_MATERIAL SHOWN_:
============================================================
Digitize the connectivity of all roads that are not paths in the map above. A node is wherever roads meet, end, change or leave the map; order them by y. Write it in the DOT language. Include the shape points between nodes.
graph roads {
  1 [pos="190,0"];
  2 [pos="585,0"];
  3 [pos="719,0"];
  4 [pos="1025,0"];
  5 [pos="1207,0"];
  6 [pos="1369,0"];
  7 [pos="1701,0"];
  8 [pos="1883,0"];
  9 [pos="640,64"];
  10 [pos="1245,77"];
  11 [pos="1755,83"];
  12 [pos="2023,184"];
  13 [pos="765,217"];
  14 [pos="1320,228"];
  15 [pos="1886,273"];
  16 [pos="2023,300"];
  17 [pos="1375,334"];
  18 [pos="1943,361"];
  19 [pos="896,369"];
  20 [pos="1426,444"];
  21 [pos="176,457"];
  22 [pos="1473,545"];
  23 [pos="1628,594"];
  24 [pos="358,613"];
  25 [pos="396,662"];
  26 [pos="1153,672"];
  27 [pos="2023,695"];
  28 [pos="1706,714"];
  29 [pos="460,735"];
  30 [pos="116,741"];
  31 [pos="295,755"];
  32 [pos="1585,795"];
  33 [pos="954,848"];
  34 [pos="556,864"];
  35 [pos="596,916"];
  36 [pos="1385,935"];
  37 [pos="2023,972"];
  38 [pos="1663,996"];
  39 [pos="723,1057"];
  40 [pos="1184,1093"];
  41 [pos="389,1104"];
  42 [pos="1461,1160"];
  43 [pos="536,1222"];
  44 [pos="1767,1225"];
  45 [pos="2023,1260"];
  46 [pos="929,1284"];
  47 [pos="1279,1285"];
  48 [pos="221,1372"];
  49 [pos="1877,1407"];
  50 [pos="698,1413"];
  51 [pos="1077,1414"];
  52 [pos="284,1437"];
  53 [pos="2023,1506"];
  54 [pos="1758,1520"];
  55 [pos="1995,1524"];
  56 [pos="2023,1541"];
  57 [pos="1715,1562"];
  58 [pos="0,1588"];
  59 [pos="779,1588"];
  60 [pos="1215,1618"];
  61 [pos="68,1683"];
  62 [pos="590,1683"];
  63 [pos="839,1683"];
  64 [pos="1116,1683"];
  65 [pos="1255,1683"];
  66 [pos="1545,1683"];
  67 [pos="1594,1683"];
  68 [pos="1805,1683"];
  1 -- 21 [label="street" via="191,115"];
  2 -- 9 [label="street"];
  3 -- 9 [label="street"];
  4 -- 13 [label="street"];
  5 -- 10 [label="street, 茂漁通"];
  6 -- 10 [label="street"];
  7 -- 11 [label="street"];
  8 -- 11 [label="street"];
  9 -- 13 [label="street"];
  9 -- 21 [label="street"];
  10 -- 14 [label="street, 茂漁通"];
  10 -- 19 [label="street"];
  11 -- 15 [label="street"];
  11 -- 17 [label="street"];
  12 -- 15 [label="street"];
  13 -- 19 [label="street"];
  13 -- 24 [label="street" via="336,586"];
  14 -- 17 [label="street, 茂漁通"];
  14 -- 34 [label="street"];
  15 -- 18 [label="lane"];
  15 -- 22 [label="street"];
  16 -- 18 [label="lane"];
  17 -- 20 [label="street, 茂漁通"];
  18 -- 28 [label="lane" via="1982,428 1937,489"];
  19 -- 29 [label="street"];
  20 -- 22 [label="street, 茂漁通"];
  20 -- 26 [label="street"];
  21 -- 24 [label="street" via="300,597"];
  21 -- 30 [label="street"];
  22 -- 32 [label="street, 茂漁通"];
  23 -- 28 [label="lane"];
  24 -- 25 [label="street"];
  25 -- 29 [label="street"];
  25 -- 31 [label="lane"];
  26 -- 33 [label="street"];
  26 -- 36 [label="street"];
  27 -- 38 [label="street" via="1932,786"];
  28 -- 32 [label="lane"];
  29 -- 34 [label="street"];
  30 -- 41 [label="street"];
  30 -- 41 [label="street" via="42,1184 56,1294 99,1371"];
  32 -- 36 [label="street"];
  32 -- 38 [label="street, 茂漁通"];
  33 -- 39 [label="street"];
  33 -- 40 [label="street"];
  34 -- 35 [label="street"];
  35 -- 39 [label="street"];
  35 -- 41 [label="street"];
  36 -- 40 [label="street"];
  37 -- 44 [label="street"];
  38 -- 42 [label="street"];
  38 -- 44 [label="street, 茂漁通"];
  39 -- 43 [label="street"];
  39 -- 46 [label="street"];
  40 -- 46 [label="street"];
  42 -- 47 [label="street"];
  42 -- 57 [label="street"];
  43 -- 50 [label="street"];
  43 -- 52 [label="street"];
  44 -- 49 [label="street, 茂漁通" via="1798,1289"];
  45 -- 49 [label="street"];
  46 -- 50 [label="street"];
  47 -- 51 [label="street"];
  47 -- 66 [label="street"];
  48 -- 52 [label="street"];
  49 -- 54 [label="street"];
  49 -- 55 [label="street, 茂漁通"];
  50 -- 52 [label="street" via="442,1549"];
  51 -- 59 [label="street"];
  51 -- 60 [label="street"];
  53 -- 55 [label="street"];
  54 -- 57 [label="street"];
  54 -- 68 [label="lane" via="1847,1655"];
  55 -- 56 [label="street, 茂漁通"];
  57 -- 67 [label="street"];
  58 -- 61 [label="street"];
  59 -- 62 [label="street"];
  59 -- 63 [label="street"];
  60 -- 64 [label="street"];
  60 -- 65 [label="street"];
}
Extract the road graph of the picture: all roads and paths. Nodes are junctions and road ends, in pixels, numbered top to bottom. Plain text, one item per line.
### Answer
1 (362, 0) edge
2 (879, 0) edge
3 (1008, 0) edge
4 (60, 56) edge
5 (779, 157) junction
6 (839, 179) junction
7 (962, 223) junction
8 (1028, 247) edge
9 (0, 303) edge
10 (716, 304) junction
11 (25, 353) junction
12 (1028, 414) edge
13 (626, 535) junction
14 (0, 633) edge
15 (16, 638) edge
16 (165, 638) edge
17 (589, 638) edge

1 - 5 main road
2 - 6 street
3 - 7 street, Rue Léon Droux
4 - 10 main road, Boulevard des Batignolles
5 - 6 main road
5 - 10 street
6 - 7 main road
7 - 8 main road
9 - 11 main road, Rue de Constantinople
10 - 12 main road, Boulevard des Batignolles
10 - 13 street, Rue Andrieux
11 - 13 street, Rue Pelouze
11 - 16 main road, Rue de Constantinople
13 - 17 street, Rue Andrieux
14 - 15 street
============================================================
_ASSIGNED TASK_:
Among the records above, find each line containing the string "Boulevard" and copy it.

_OUTPUT OF THE TASK_:
4 - 10 main road, Boulevard des Batignolles
10 - 12 main road, Boulevard des Batignolles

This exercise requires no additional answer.